● Requirement
In the listing below, the lines from the first through the one with "Turn the roads" are to be copied word for word.

● Stored data
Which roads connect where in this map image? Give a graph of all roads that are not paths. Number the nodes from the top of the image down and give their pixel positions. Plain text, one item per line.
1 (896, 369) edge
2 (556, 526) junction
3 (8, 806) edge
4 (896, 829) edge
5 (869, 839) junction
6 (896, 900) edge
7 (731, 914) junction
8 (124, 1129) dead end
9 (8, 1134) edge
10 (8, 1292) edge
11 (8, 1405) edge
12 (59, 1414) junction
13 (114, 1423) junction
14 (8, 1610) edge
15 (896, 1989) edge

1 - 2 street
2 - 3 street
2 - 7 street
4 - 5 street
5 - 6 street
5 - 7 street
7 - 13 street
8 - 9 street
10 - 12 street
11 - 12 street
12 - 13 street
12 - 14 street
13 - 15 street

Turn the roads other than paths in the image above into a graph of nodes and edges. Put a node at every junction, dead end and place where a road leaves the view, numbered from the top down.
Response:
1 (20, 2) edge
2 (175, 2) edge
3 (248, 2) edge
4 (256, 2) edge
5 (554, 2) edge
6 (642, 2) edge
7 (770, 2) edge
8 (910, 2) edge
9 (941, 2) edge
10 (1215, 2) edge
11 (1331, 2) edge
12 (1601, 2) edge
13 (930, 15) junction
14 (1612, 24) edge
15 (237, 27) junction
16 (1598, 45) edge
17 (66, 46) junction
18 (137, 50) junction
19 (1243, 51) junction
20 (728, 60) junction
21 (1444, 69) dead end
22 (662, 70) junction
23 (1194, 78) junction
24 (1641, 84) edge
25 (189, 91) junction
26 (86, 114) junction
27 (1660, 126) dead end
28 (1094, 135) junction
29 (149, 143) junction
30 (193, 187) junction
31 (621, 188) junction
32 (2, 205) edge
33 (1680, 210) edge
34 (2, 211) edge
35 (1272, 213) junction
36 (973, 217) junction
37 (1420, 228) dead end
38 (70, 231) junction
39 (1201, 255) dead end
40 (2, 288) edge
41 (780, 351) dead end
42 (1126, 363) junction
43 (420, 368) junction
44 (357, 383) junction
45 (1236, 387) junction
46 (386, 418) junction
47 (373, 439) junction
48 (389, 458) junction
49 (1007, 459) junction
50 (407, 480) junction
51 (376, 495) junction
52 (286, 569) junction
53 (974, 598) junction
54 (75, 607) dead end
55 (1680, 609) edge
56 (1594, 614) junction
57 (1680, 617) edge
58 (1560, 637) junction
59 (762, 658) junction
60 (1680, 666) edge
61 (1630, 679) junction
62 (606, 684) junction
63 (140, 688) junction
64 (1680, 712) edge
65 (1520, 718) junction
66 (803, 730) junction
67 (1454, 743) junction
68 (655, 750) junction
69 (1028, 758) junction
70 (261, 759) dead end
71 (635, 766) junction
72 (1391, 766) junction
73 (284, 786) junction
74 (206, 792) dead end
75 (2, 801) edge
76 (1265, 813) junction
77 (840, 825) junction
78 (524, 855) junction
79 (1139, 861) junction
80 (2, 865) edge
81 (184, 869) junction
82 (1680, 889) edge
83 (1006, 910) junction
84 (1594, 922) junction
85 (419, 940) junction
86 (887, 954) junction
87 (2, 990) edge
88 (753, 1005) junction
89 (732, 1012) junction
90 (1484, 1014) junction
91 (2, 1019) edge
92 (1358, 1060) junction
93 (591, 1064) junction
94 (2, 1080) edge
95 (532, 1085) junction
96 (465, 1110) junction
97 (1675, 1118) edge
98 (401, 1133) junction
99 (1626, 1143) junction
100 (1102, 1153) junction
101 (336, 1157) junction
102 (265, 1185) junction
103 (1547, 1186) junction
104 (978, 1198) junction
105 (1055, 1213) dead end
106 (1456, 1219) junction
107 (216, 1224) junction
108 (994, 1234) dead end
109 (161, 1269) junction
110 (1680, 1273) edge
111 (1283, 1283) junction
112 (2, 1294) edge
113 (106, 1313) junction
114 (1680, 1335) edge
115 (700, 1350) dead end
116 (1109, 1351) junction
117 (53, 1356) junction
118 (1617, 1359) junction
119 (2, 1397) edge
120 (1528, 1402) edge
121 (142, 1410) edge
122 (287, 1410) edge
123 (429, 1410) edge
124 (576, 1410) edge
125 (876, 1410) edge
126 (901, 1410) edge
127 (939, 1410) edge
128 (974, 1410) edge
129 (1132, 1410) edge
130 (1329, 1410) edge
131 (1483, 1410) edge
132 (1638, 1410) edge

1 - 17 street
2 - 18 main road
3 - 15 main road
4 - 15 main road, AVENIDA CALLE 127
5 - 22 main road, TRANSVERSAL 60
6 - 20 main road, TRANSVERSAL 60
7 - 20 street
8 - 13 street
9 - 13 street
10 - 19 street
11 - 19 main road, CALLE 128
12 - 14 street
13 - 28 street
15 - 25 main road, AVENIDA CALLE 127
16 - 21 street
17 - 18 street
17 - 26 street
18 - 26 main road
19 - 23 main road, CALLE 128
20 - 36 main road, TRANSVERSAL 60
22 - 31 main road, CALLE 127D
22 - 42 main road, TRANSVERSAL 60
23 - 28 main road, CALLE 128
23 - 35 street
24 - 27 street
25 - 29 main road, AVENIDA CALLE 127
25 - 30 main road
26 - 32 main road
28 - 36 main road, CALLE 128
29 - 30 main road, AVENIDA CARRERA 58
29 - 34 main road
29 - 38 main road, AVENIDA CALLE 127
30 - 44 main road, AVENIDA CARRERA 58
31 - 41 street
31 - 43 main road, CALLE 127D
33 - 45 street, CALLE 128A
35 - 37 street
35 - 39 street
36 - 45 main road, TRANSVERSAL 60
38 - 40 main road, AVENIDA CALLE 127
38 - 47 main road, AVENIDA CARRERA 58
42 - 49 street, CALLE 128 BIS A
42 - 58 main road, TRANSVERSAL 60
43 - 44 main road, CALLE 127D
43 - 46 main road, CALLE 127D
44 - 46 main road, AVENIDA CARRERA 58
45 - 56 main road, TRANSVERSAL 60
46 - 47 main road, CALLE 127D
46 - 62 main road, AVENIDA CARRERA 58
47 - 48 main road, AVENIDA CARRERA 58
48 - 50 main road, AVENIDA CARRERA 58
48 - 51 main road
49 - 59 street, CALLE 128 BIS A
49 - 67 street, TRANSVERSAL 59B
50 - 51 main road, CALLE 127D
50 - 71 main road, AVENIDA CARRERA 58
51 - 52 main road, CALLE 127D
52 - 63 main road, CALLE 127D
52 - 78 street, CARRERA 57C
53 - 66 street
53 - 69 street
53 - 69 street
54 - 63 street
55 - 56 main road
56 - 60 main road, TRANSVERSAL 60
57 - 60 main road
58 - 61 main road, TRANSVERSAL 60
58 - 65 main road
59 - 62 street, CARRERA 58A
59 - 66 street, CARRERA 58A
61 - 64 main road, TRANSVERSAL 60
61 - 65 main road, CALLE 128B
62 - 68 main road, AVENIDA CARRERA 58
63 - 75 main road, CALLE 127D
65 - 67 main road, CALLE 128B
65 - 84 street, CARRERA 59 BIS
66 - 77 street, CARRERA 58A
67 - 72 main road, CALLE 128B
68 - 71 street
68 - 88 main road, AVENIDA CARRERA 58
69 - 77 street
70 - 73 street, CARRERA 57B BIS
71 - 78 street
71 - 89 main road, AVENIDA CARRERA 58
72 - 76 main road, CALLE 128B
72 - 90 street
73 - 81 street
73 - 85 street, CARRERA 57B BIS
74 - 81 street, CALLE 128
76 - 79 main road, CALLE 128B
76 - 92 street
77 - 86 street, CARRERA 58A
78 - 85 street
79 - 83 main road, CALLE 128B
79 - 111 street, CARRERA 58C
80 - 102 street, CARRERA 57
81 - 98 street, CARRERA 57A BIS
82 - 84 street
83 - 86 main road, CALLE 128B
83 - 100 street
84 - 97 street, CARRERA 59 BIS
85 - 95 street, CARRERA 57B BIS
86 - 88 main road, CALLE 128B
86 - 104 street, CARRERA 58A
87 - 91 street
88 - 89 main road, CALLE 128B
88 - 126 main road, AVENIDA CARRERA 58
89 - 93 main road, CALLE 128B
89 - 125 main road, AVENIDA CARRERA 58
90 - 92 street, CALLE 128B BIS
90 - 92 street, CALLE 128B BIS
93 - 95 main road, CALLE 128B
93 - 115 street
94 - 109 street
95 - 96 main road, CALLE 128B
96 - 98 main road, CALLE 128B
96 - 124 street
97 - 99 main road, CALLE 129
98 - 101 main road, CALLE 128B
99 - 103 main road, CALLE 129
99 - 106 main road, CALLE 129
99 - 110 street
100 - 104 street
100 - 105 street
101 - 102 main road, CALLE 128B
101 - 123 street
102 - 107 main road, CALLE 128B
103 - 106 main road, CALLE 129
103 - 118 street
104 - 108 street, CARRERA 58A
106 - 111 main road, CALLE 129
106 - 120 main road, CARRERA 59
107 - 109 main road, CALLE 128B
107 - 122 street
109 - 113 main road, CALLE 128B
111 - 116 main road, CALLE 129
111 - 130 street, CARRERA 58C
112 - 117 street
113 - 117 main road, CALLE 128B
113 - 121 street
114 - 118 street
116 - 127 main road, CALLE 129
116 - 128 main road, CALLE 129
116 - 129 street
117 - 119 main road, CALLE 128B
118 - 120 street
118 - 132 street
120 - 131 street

● Response to this exercise
Which roads connect where in this map image? Give a graph of all roads that are not paths. Number the nodes from the top of the image down and give their pixel positions. Plain text, one item per line.
1 (896, 369) edge
2 (556, 526) junction
3 (8, 806) edge
4 (896, 829) edge
5 (869, 839) junction
6 (896, 900) edge
7 (731, 914) junction
8 (124, 1129) dead end
9 (8, 1134) edge
10 (8, 1292) edge
11 (8, 1405) edge
12 (59, 1414) junction
13 (114, 1423) junction
14 (8, 1610) edge
15 (896, 1989) edge

1 - 2 street
2 - 3 street
2 - 7 street
4 - 5 street
5 - 6 street
5 - 7 street
7 - 13 street
8 - 9 street
10 - 12 street
11 - 12 street
12 - 13 street
12 - 14 street
13 - 15 street

Turn the roads other than paths in the image above into a graph of nodes and edges. Put a node at every junction, dead end and place where a road leaves the view, numbered from the top down.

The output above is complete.